Locked History Actions


Polish TAG Grammar

This is a TAG (Tree Adjoining Grammar) grammar for Polish. The description of TAG formalism can be found in this paper: http://www.seas.upenn.edu/~joshi/joshi-schabes-tag-97.pdf. The Tree Adjoining Grammar for Polish has been extracted automatically from Składnica - a Polish constituency treebank. The extraction procedure was based on the one described in this paper: http://nlp.cs.nyu.edu/nycnlp/autoextract.ps.

Author: Katarzyna Krasnowska
License: GPL v3

The grammar can be used with TuLiPA-pl - a modified version of TuLiPA (https://sourcesup.cru.fr/tulipa/) which is included with the grammar as a Java jar file. More infomation on the usage of TuLiPA-pl can be found in the README file. The grammar follows the 3-layer design adopted by the authors of TuLiPA (grammar, lexicon, morphology), but provides only the two first layers. The morphology can be either provided by the user or generated by TuLiPA-pl during parsing (using the Morfeusz morphological analyser).

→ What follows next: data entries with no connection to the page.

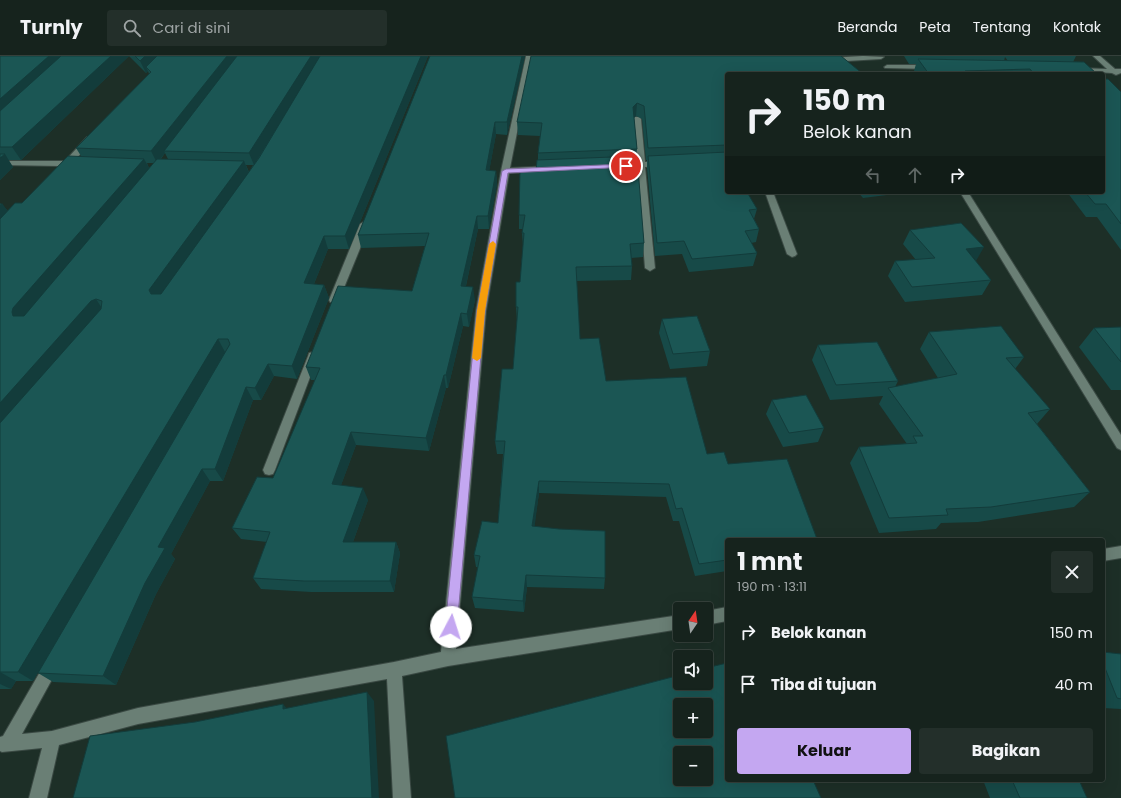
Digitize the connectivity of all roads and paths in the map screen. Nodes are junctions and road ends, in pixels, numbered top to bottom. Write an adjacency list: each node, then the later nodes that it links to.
1 (529, 56): 21 (street)
2 (881, 56): 4 (street); 5 (street)
3 (1096, 56): 8 (street)
4 (822, 58)
5 (887, 66): 6 (street); 10 (street)
6 (941, 68)
7 (1073, 70): 8 (street)
8 (1113, 71): 9 (street); 11 (street)
9 (1121, 71)
10 (891, 72)
11 (1121, 78)
12 (637, 119): 18 (street)
13 (93, 136): 15 (street)
14 (0, 163): 15 (street)
15 (67, 164): 16 (street); 22 (street)
16 (82, 164)
17 (672, 164): 18 (street)
18 (641, 165): 19 (street); 27 (street)
19 (611, 167)
20 (558, 169): 21 (street)
21 (506, 171): 38 (street)
22 (56, 175)
23 (770, 194): 26 (street)
24 (965, 194): 30 (street)
25 (367, 217): 28 (street)
26 (792, 254)
27 (650, 268)
28 (330, 312)
29 (316, 348): 31 (street)
30 (1121, 446)
31 (269, 470)
32 (1121, 552): 33 (street)
33 (1105, 555)
34 (725, 614): 35 (street)
35 (713, 617)
36 (673, 623): 38 (street)
37 (59, 654): 41 (street)
38 (448, 658): 39 (street)
39 (394, 670): 40 (street); 43 (street)
40 (52, 739): 41 (street); 42 (street)
41 (4, 744)
42 (38, 798)
43 (402, 798)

The grammar and lexicon are in XMG (http://wiki.loria.fr/wiki/XMG/Documentation) and LEX2ALL (http://wiki.loria.fr/wiki/LEX2ALL) formats respectively. The grammar contains 2802 elementary tree families (1825 initial trees and 977 auxiliary trees). The lexicon contains 11515 lexemes, anchoring a total of 23399 trees (one lexeme can serve as a lexical anchor to more than one tree, e.g. in case of verbs with more than one possible valence frame).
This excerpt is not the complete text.